Simply Shreya: the reality of Thanksgiving


Morgan Kong

Wingspan's Shreya Jagan shares her personal take on issues and experiences in her weekly column Simply Shreya.

Shreya Jagan, Staff Reporter

A time of gratitude and family.


This tradition of giving thanks is universal in some sort or another.

And celebrating good fortune has always been an event in every culture.

But are we mashing the potatoes without understanding what Thanksgiving is actually about?

In 1620, around a hundred people left England on the Mayflower in hopes of religious freedom. Those that survived eventually enjoyed a three day feast with the native people. These native people helped the pilgrims get accustomed to their new life by teaching them necessities.

The guest contribution to the native people, on the other hand, consisted of imperialism, weapons, and among all others: disease.

In fact, some Native Americans favor the name “The National Day of Mourning” for this occasion.

To add onto that, a group of Puritans burned alive more than seven hundred native people. Men, women, and children alike. Though these people were Puritans and not Pilgrims, they were nonetheless aliens to North America.

Robert Jensen, a professor at the University of Texas at Austin records that this was truly the original origin of “Thanksgiving”.

Now, I’m not throwing Thanksgiving under the bus all together.
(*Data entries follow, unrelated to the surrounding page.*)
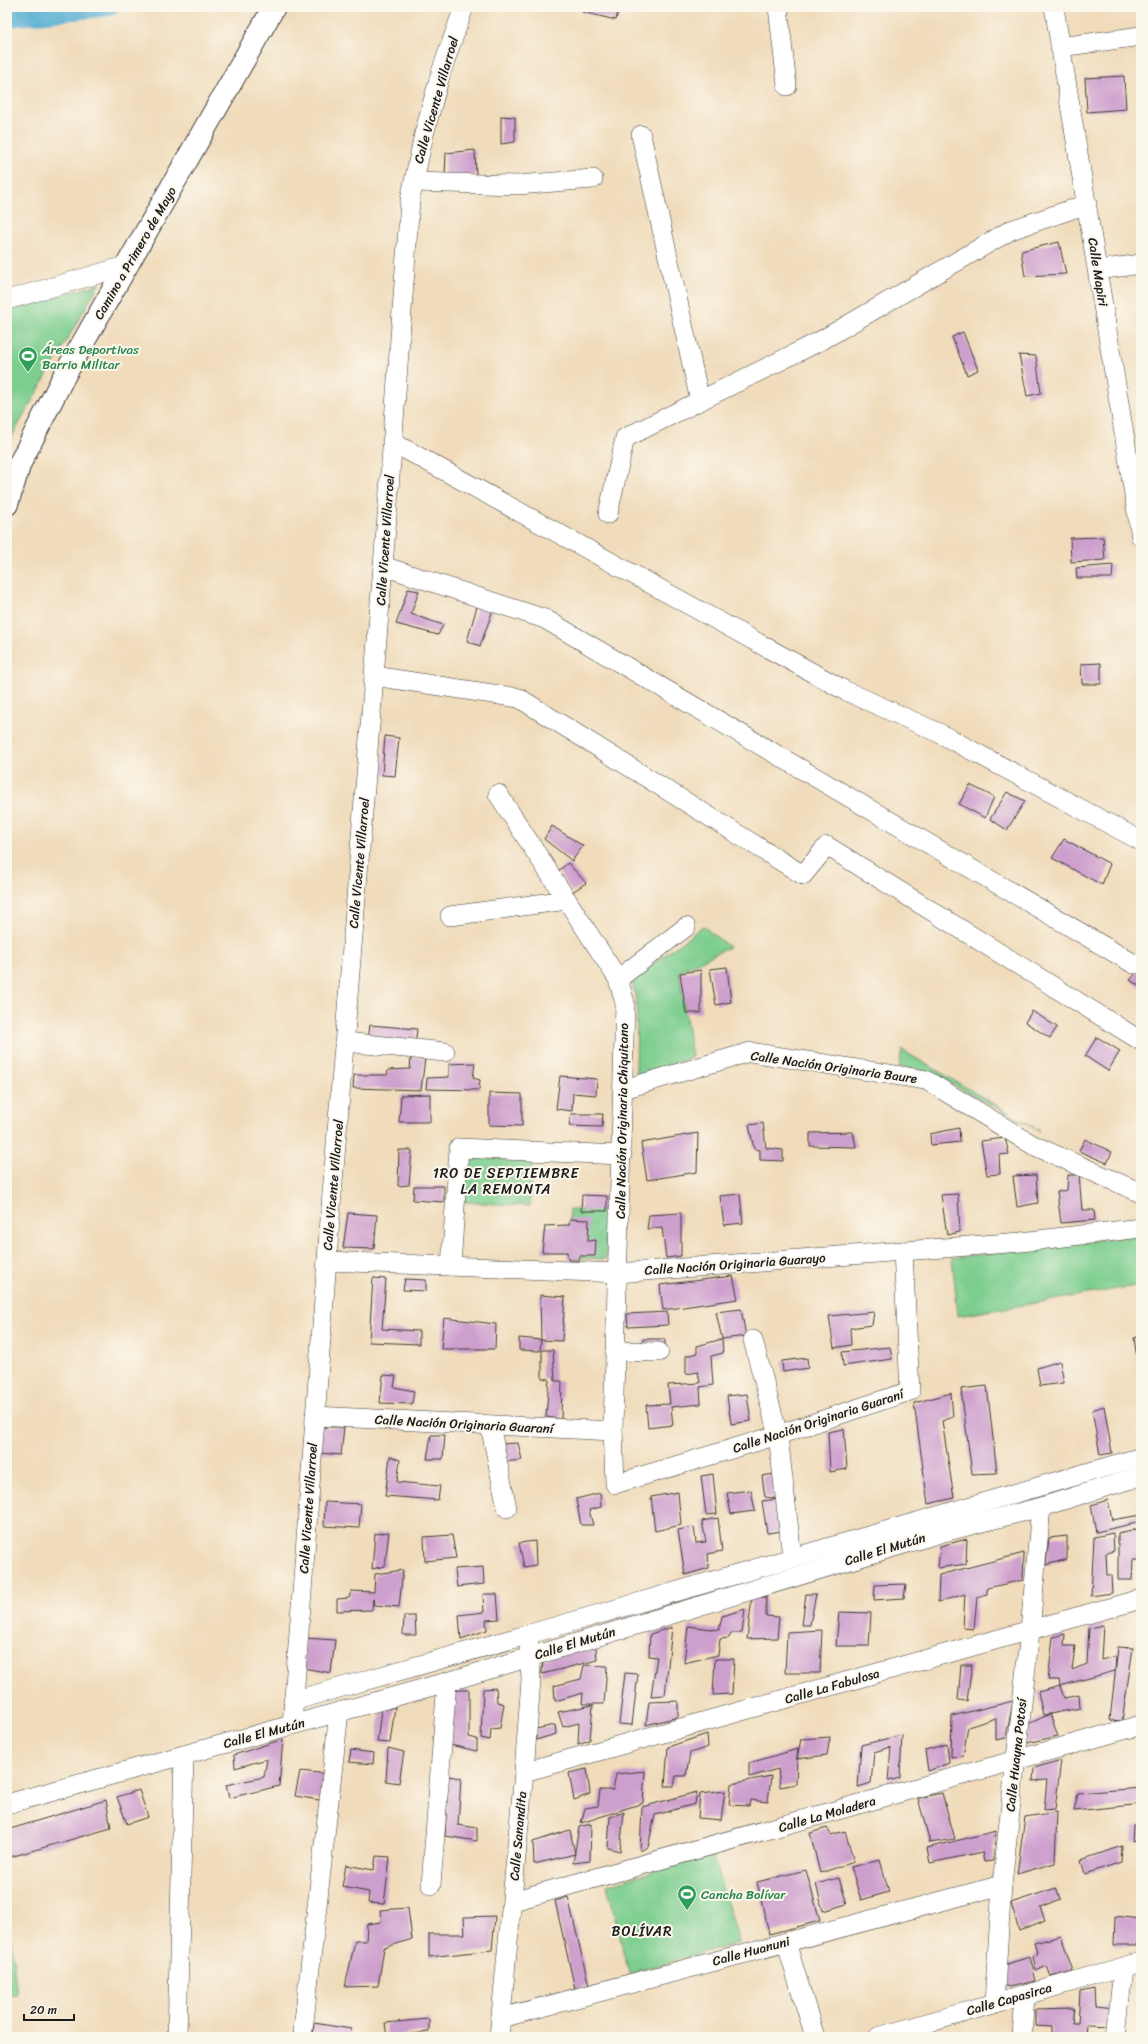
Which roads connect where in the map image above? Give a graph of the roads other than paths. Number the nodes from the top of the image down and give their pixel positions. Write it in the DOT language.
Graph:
graph roads {
  1 [pos="274,7"];
  2 [pos="464,7"];
  3 [pos="778,7"];
  4 [pos="1054,7"];
  5 [pos="1141,36"];
  6 [pos="1060,47"];
  7 [pos="787,86"];
  8 [pos="641,135"];
  9 [pos="593,179"];
  10 [pos="414,182"];
  11 [pos="1087,204"];
  12 [pos="1141,264"];
  13 [pos="129,265"];
  14 [pos="1098,270"];
  15 [pos="7,300"];
  16 [pos="700,401"];
  17 [pos="392,442"];
  18 [pos="1137,486"];
  19 [pos="7,504"];
  20 [pos="608,514"];
  21 [pos="1141,537"];
  22 [pos="383,566"];
  23 [pos="374,676"];
  24 [pos="498,794"];
  25 [pos="1141,841"];
  26 [pos="567,900"];
  27 [pos="450,916"];
  28 [pos="686,927"];
  29 [pos="1141,962"];
  30 [pos="618,980"];
  31 [pos="1141,1041"];
  32 [pos="345,1042"];
  33 [pos="445,1052"];
  34 [pos="624,1089"];
  35 [pos="622,1155"];
  36 [pos="1141,1193"];
  37 [pos="1141,1228"];
  38 [pos="903,1251"];
  39 [pos="327,1261"];
  40 [pos="451,1266"];
  41 [pos="618,1273"];
  42 [pos="753,1340"];
  43 [pos="616,1351"];
  44 [pos="659,1352"];
  45 [pos="315,1416"];
  46 [pos="490,1425"];
  47 [pos="613,1431"];
  48 [pos="778,1435"];
  49 [pos="1141,1457"];
  50 [pos="1141,1476"];
  51 [pos="615,1484"];
  52 [pos="1041,1507"];
  53 [pos="507,1508"];
  54 [pos="792,1557"];
  55 [pos="1141,1599"];
  56 [pos="1030,1631"];
  57 [pos="530,1634"];
  58 [pos="529,1656"];
  59 [pos="447,1682"];
  60 [pos="293,1701"];
  61 [pos="339,1712"];
  62 [pos="292,1725"];
  63 [pos="1141,1725"];
  64 [pos="184,1755"];
  65 [pos="1015,1761"];
  66 [pos="524,1772"];
  67 [pos="7,1804"];
  68 [pos="431,1885"];
  69 [pos="1002,1885"];
  70 [pos="513,1902"];
  71 [pos="786,1942"];
  72 [pos="1132,1965"];
  73 [pos="1025,1995"];
  74 [pos="994,2003"];
  75 [pos="501,2018"];
  76 [pos="303,2030"];
  77 [pos="177,2037"];
  78 [pos="499,2037"];
  79 [pos="815,2037"];
  80 [pos="878,2037"];
  81 [pos="1022,2037"];
  82 [pos="1116,2037"];
  1 -- 13 [label="main road, Camino a Primero de Mayo"];
  2 -- 10 [label="street, Calle Vicente Villarroel"];
  3 -- 7 [label="street"];
  4 -- 6 [label="street, Calle Mapiri"];
  5 -- 6 [label="street"];
  6 -- 11 [label="street, Calle Mapiri"];
  8 -- 16 [label="street"];
  9 -- 10 [label="street"];
  10 -- 17 [label="street, Calle Vicente Villarroel"];
  11 -- 14 [label="street, Calle Mapiri"];
  11 -- 16 [label="street"];
  12 -- 14 [label="street"];
  13 -- 15 [label="street"];
  13 -- 19 [label="main road, Camino a Primero de Mayo"];
  14 -- 18 [label="street, Calle Mapiri"];
  16 -- 20 [label="street"];
  17 -- 22 [label="street, Calle Vicente Villarroel"];
  17 -- 25 [label="street"];
  18 -- 21 [label="street, Calle Mapiri"];
  22 -- 23 [label="street, Calle Vicente Villarroel"];
  22 -- 29 [label="street"];
  23 -- 31 [label="street"];
  23 -- 32 [label="street, Calle Vicente Villarroel"];
  24 -- 26 [label="street, Calle Nación Originaria Chiquitano"];
  26 -- 27 [label="street"];
  26 -- 30 [label="street, Calle Nación Originaria Chiquitano"];
  28 -- 30 [label="street"];
  30 -- 34 [label="street, Calle Nación Originaria Chiquitano"];
  32 -- 33 [label="street"];
  32 -- 39 [label="street, Calle Vicente Villarroel"];
  34 -- 35 [label="street, Calle Nación Originaria Chiquitano"];
  34 -- 36 [label="street, Calle Nación Originaria Baure"];
  35 -- 40 [label="street"];
  35 -- 41 [label="street, Calle Nación Originaria Chiquitano"];
  37 -- 38 [label="street, Calle Nación Originaria Guarayo"];
  38 -- 41 [label="street, Calle Nación Originaria Guarayo"];
  38 -- 48 [label="street, Calle Nación Originaria Guaraní"];
  39 -- 40 [label="street, Calle Nación Originaria Guarayo"];
  39 -- 45 [label="street, Calle Vicente Villarroel"];
  40 -- 41 [label="street, Calle Nación Originaria Guarayo"];
  41 -- 43 [label="street, Calle Nación Originaria Chiquitano"];
  42 -- 48 [label="street"];
  43 -- 44 [label="street"];
  43 -- 47 [label="street, Calle Nación Originaria Chiquitano"];
  45 -- 46 [label="street, Calle Nación Originaria Guaraní"];
  45 -- 60 [label="street, Calle Vicente Villarroel"];
  46 -- 47 [label="street, Calle Nación Originaria Guaraní"];
  46 -- 53 [label="street"];
  47 -- 51 [label="street, Calle Nación Originaria Chiquitano"];
  48 -- 51 [label="street, Calle Nación Originaria Guaraní"];
  48 -- 54 [label="street"];
  49 -- 54 [label="street, Calle El Mutún"];
  50 -- 52 [label="street, Calle El Mutún"];
  52 -- 56 [label="street, Calle Huayna Potosí"];
  52 -- 58 [label="street, Calle El Mutún"];
  54 -- 57 [label="street, Calle El Mutún"];
  55 -- 56 [label="street, Calle La Fabulosa"];
  56 -- 65 [label="street, Calle Huayna Potosí"];
  56 -- 66 [label="street, Calle La Fabulosa"];
  57 -- 58 [label="street, Calle Sanandita"];
  57 -- 60 [label="street, Calle El Mutún"];
  58 -- 59 [label="street, Calle El Mutún"];
  58 -- 66 [label="street, Calle Sanandita"];
  59 -- 61 [label="street, Calle El Mutún"];
  59 -- 68 [label="street"];
  60 -- 62 [label="street, Calle Vicente Villarroel"];
  61 -- 62 [label="street, Calle El Mutún"];
  61 -- 76 [label="street"];
  62 -- 64 [label="street, Calle El Mutún"];
  63 -- 65 [label="street, Calle La Moladera"];
  64 -- 67 [label="street, Calle El Mutún"];
  64 -- 77 [label="street"];
  65 -- 69 [label="street, Calle Huayna Potosí"];
  65 -- 70 [label="street, Calle La Moladera"];
  66 -- 70 [label="street, Calle Sanandita"];
  69 -- 71 [label="street, Calle Huanuni"];
  69 -- 74 [label="street, Calle Huayna Potosí"];
  70 -- 75 [label="street, Calle Sanandita"];
  71 -- 75 [label="street, Calle Huanuni"];
  71 -- 79 [label="street"];
  72 -- 73 [label="street, Calle Capasirca"];
  72 -- 82 [label="street"];
  73 -- 74 [label="street, Calle Capasirca"];
  73 -- 81 [label="street"];
  74 -- 80 [label="street, Calle Capasirca"];
  75 -- 78 [label="street, Calle Sanandita"];
}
I think it’s important to appreciate how lucky we are and how great of a life we’ve been given. But, it pains me to see that we’ve been commemorating a holiday for the wrong reasons while others are quite literally hurting because of history’s aftermath.

A lot of the time, there’s much more to a story than what meets the eye. On the surface, Thanksgiving is a holiday of rejoice and happiness, but its foundation is one of murder, cruelty and unfortunate circumstances.

The native people welcomed Pilgrims and Puritans with open arms, but instead were left with pain, sorrow, and death.

So, this Thanksgiving, let’s take a seat at the dinner table, spend time with family, and reflect on the true American history.